Work request
Show all lines from the data that include the word "road".

########

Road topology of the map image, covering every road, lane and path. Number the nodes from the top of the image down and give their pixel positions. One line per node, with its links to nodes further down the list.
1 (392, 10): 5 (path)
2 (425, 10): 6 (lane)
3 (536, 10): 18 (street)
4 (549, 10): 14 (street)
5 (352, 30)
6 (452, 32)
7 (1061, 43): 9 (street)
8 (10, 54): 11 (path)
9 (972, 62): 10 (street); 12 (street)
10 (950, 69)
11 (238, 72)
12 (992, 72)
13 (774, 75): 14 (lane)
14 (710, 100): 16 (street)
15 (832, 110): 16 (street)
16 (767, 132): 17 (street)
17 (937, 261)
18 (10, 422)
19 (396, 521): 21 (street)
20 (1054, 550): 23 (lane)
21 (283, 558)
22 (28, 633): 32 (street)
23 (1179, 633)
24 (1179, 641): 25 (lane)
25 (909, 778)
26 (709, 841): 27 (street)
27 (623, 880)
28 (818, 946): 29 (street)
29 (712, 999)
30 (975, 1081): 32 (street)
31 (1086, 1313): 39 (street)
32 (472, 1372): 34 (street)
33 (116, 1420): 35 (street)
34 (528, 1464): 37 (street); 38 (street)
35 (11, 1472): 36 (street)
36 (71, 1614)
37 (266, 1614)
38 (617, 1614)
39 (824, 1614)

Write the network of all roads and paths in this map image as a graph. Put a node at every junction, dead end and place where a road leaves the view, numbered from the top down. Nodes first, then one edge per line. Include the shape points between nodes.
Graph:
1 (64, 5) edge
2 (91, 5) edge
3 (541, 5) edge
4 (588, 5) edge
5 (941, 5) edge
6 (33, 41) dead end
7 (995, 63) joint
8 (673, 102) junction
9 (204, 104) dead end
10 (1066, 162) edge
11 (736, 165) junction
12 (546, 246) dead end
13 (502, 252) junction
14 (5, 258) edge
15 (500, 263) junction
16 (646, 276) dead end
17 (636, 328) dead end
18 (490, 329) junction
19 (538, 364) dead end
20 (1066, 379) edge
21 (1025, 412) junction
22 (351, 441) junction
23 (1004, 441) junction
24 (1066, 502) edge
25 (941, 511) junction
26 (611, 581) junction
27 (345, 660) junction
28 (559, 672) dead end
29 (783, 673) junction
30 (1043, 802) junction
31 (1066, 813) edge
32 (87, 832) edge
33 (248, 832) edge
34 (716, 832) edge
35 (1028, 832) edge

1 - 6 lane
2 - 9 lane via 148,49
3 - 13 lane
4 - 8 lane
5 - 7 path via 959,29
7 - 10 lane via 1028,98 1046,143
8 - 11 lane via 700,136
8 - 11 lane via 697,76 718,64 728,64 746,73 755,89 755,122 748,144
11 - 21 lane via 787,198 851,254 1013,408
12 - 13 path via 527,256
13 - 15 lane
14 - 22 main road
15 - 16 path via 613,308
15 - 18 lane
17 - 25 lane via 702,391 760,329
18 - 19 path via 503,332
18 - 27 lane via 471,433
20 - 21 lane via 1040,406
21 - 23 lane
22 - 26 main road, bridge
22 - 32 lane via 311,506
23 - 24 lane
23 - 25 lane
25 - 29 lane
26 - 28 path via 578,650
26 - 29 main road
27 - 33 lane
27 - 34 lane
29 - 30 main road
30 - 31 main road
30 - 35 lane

########

Reply
Road topology of the map image, covering every road, lane and path. Number the nodes from the top of the image down and give their pixel positions. One line per node, with its links to nodes further down the list.
Write the network of all roads and paths in this map image as a graph. Put a node at every junction, dead end and place where a road leaves the view, numbered from the top down. Nodes first, then one edge per line. Include the shape points between nodes.
14 - 22 main road
22 - 26 main road, bridge
26 - 29 main road
29 - 30 main road
30 - 31 main road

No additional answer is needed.